Experimental program
Comparison scheme
Effect test

Embodiment 1

[0041] Example 1 Design of primers, probes, and verification templates

[0042] According to the sequence information of CYP2D6*10 and CYP2D6*14 published in the NCBI dbSNP database (https: / / www.ncbi.nlm.nih.gov / SNP / ), the two alleles of the CYP2D6 gene were designed as shown in Table 1. The detection primers and probes of polymorphism sites, after screening, optimization, and a large number of experimental verifications, the primer and probe sequences are as follows:

[0043] (1) Primers and probes for CYP2D6*10 SNP gene polymorphism detection:

[0044] C100T wild-type allele upstream primer (1W-F):

[0045] 5'-CGCCAACGCTGGGCTGCACGCTAC-3' (SEQ ID NO. 1),

[0046] C100T mutant allele upstream primer (1M-F):

[0047] 5'-CGCCAACGCTGGGCTGCACGCTAT-3' (SEQ ID NO. 2),

[0048] Common downstream primer for C100T allele (1C-R):

[0049] 5'-CCTCAGGACCTCTGCCGCCCTCC-3' (SEQ ID NO.3),

[0050] C100T allele-specific probe (1P):

[0051] 5'-TGTTCTGGAAGTCCACATGCAGCA-3' (SEQ ID NO. 4);...

Embodiment 2

[0094] Example 2 Kit for detecting CYP2D6 gene polymorphism sites

[0095] The real-time fluorescent PCR kit for rapid detection of CYP2D6 gene polymorphism sites includes the following components: primers for each gene as described in Example 1, detection probes, wild-type positive controls, mutant positive controls, The 5' end of the detection probe of each gene is connected with a fluorescent group, and the 3' end is connected with a quenching group; wherein, the fluorescent group is any one of FAM, JOE, CY3, and HEX, and the quenching group is MGB , any of BHQ1, TAMRA, BHQ2.

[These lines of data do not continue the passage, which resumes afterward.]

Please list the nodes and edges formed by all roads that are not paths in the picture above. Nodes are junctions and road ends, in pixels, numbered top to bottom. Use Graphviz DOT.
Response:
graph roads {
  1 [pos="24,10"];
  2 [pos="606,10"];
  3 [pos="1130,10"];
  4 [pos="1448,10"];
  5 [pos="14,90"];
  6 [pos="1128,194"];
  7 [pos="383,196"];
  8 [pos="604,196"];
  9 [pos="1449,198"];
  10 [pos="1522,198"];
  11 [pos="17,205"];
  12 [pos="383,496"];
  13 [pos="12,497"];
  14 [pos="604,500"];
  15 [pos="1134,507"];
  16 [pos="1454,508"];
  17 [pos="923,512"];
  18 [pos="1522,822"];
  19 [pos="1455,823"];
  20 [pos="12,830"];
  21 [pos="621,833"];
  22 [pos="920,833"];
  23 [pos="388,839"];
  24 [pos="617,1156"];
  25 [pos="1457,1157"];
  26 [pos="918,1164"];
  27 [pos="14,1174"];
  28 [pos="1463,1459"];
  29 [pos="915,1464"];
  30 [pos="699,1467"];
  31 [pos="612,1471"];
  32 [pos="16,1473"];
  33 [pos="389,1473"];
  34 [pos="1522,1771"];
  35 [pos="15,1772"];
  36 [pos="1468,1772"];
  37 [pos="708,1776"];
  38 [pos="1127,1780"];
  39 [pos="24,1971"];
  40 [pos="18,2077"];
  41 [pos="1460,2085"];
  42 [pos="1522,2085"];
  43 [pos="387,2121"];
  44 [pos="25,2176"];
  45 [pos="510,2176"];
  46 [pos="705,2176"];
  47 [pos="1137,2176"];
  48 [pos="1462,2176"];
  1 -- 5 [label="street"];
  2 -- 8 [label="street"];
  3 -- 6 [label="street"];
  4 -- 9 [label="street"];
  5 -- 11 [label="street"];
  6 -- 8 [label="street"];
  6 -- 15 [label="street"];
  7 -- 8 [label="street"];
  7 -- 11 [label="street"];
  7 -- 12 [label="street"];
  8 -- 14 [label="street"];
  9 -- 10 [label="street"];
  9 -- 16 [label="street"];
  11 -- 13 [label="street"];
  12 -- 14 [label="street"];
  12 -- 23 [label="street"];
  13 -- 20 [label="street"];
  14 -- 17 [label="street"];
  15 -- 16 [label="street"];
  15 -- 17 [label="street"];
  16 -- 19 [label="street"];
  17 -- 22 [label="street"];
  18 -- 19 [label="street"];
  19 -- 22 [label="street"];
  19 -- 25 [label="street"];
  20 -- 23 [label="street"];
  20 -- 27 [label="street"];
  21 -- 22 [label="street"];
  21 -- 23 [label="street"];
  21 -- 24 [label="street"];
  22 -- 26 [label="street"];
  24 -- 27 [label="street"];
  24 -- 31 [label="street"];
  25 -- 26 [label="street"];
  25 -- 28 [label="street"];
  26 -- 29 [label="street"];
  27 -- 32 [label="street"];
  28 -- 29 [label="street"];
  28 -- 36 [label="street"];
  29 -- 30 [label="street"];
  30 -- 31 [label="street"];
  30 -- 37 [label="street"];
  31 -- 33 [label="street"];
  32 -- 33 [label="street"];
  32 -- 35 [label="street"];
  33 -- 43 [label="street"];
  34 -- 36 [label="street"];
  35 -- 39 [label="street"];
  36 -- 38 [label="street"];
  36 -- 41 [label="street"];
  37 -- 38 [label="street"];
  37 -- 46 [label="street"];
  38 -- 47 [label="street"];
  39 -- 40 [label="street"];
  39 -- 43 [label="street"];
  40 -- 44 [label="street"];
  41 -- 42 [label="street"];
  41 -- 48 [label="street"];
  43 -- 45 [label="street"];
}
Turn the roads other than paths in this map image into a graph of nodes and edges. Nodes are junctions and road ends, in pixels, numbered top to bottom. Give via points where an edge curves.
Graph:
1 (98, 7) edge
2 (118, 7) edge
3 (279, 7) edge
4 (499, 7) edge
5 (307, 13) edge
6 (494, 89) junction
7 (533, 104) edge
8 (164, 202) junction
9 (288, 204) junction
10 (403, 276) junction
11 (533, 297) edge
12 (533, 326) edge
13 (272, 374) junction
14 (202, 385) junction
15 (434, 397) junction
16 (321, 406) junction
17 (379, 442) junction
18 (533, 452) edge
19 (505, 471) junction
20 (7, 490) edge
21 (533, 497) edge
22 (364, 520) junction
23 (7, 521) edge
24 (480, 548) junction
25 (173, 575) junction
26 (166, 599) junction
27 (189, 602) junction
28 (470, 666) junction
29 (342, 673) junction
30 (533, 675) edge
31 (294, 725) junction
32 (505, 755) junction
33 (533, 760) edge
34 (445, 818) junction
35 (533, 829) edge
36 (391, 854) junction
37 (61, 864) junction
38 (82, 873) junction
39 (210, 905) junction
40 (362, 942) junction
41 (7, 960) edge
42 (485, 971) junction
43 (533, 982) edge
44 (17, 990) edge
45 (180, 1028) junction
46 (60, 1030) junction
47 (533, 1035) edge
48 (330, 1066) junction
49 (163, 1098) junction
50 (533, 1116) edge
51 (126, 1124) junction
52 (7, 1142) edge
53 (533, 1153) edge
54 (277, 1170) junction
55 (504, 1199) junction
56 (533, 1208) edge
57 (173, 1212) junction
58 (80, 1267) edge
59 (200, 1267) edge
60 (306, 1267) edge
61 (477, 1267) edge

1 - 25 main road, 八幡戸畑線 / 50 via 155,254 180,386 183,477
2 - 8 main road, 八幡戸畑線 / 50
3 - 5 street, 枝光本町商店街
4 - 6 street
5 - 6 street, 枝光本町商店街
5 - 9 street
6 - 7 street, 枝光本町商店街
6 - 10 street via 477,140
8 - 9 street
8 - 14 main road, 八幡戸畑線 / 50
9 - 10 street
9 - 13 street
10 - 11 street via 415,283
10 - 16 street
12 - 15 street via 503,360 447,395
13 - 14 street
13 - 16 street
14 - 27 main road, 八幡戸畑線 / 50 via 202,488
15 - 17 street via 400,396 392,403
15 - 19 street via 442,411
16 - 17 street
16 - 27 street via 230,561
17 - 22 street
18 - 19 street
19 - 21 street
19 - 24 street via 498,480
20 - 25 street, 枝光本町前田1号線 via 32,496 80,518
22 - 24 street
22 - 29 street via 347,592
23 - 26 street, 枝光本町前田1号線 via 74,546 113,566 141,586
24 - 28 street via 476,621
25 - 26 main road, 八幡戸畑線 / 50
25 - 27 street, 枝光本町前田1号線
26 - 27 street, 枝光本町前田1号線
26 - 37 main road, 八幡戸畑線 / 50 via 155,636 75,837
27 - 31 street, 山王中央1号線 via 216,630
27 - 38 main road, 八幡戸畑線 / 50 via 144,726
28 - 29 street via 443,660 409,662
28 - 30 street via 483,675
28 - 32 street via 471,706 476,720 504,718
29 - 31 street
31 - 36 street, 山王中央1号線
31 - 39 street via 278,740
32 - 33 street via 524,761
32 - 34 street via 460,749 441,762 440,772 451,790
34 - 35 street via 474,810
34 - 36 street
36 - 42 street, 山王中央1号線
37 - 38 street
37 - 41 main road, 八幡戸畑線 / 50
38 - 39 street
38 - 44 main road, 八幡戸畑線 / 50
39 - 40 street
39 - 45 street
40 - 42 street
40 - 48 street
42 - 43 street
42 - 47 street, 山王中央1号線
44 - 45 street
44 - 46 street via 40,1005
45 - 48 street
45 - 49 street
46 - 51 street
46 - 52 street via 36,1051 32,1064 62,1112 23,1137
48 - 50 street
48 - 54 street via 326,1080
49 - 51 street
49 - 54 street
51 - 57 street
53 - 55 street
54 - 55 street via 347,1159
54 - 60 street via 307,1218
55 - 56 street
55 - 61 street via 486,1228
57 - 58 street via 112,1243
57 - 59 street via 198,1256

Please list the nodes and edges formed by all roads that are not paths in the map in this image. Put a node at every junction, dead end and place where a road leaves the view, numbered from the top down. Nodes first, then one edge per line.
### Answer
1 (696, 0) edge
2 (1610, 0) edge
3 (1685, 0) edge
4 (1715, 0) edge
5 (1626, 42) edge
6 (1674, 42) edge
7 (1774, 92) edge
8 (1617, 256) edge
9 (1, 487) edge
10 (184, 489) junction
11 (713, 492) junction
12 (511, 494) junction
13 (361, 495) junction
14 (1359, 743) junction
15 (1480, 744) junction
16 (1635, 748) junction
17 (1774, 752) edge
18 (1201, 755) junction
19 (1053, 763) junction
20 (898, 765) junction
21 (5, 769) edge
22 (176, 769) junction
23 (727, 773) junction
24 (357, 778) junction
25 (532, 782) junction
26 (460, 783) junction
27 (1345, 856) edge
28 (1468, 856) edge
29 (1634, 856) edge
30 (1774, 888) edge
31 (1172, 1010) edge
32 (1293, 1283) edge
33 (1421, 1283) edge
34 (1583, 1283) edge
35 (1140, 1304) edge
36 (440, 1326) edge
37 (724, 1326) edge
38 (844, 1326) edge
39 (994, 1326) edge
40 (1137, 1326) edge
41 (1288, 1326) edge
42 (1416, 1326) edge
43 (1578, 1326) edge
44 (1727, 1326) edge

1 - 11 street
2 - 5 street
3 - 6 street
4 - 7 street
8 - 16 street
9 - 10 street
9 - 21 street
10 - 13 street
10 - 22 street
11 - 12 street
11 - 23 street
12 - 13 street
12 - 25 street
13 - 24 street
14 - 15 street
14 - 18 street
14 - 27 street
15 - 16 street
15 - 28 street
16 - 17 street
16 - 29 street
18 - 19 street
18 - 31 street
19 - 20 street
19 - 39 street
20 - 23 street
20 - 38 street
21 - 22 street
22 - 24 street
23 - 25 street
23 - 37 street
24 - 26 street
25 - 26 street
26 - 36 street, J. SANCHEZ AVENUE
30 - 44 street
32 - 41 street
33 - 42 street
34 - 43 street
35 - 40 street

[0096] In order to avoid missed detection and wrong detection, it also includes: quality control primer pair, quality control probe and quality control positive control as internal quality control, the sequence is as described in Example 1, and the fluorophore of the quality control probe Fluorophores other than detection probes.

[0097] In order to prevent the reaction system from volatilizing du...

Embodiment 3

[0099] Example 3 Preparation of detection kit

[0100] The kit in this example is based on Example 2, and is prepared as a kit that can be directly added to the test sample for detection. It is composed of a CYP2D6 6-linked PCR reaction strip and a CYP2D6 positive control. The components in each tube in the kit are See Table 2.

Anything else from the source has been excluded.